On the other hand, Onira-Tech claims that Oliver Hill was unstable. Charlie claims that Oliver is dangerous. Paul shows Mara Oliver’s brain activity, explaining that he had issues before Reverie 2.0. Alexis tells Mara that her partnership with Oliver was founded in a romantic relationship. That relationship went badly, and Alexis doesn’t want to be defined by that failure, hence his erasure from the company. 

By the end of the episode, Mara agrees with the latter form of events. She seems to be finally persuaded by Alexis’ detailing of her and Oliver’s romantic partnership.

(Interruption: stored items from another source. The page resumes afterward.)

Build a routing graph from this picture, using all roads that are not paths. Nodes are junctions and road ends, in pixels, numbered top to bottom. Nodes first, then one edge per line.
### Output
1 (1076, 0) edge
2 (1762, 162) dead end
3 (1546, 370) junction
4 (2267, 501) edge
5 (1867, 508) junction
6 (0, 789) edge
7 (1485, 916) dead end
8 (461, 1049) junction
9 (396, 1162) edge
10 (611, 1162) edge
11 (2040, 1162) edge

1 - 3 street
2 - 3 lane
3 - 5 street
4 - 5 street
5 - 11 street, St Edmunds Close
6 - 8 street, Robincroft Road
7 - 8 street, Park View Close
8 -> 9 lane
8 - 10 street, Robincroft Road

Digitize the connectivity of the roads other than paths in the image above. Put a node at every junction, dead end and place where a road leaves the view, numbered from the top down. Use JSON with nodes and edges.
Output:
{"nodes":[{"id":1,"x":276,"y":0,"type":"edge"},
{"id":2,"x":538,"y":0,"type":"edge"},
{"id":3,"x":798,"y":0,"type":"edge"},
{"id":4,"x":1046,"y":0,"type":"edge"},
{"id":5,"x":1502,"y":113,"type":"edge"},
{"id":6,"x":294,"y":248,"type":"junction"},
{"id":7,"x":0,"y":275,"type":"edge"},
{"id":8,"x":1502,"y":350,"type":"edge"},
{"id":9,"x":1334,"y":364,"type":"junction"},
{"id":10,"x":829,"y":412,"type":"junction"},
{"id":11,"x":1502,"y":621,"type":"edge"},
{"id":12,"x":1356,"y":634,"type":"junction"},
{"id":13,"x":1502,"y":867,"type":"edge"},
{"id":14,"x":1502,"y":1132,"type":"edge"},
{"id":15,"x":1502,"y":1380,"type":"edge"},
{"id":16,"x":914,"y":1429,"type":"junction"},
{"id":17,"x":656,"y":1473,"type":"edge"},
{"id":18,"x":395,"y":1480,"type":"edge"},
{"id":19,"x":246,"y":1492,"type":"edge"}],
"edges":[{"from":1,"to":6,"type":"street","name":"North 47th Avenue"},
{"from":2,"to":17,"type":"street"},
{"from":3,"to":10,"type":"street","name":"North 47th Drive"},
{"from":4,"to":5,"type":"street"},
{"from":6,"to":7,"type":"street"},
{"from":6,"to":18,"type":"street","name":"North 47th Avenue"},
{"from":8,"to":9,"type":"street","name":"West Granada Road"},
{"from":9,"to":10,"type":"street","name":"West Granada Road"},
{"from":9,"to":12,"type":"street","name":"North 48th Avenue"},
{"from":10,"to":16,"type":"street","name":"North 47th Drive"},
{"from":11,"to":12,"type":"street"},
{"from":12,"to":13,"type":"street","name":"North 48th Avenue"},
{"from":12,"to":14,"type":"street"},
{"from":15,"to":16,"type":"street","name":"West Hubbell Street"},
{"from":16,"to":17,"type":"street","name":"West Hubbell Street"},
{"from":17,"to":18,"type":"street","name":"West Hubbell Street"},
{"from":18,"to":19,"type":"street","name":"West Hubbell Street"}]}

However, it’s not clear that the narrative agrees with Mara. Mara doesn’t know where to turn, and Reverie loves drawing tension from that. It thrives off of Mara’s (and the viewer’s) disorientation.

It’s certainly clear that Oliver has other plans, since he offers to buy a Reverie system at the end of the episode.

Episodic Woes

This episode also included a client of the week. Part of the reason the Onira-Tech team started out the episode on edge was a theft within the building. Someone stole a copy of Reverie, and modified it into a form of “Dark Reverie.” The “Dark” version doesn’t have restrictions. Our client of the week, Glenn, is using it to plan a heist. Since last week’s episode involved a bank robber, it’s likely Glenn needed the jailbroken version for the detailed specifications.

Glenn is a man with a stereotypical form of OCD. He avoids daylight, and hates the color blue. In a twist that should not surprise the viewer, Glenn doesn’t want to commit the heist for himself. He’s been watching the single mother and son across the street. The son has a rare disease, and Glenn wants to save his life with a trial drug. Despite mostly living inside, Glenn’s motivation is that he feels like part of the pair’s family. This entire plot feels like a math problem. Sick kid + adult with stereotypical OCD + moral heist = episodic plot.

Glenn offers to sell out “Dark Reverie” sellers and give his system back on one condition: help him do the heist. Mara complies, but Charlie and Monica have other ideas. Instead of letting Glenn steal the medication, they make a deal with the medicine company CEO. The heist goes through, but is spinned as a test of the company’s security system. Glenn gets the meds for the kid, and doesn’t get a felony on his record. Smiles all around.

Conclusion

Reverie‘s season arc plot wildly outstrips its episodic plots. This week’s episodic plot was probably the worst so far. However, the arc’s plot twists easily, without feeling gimmicky.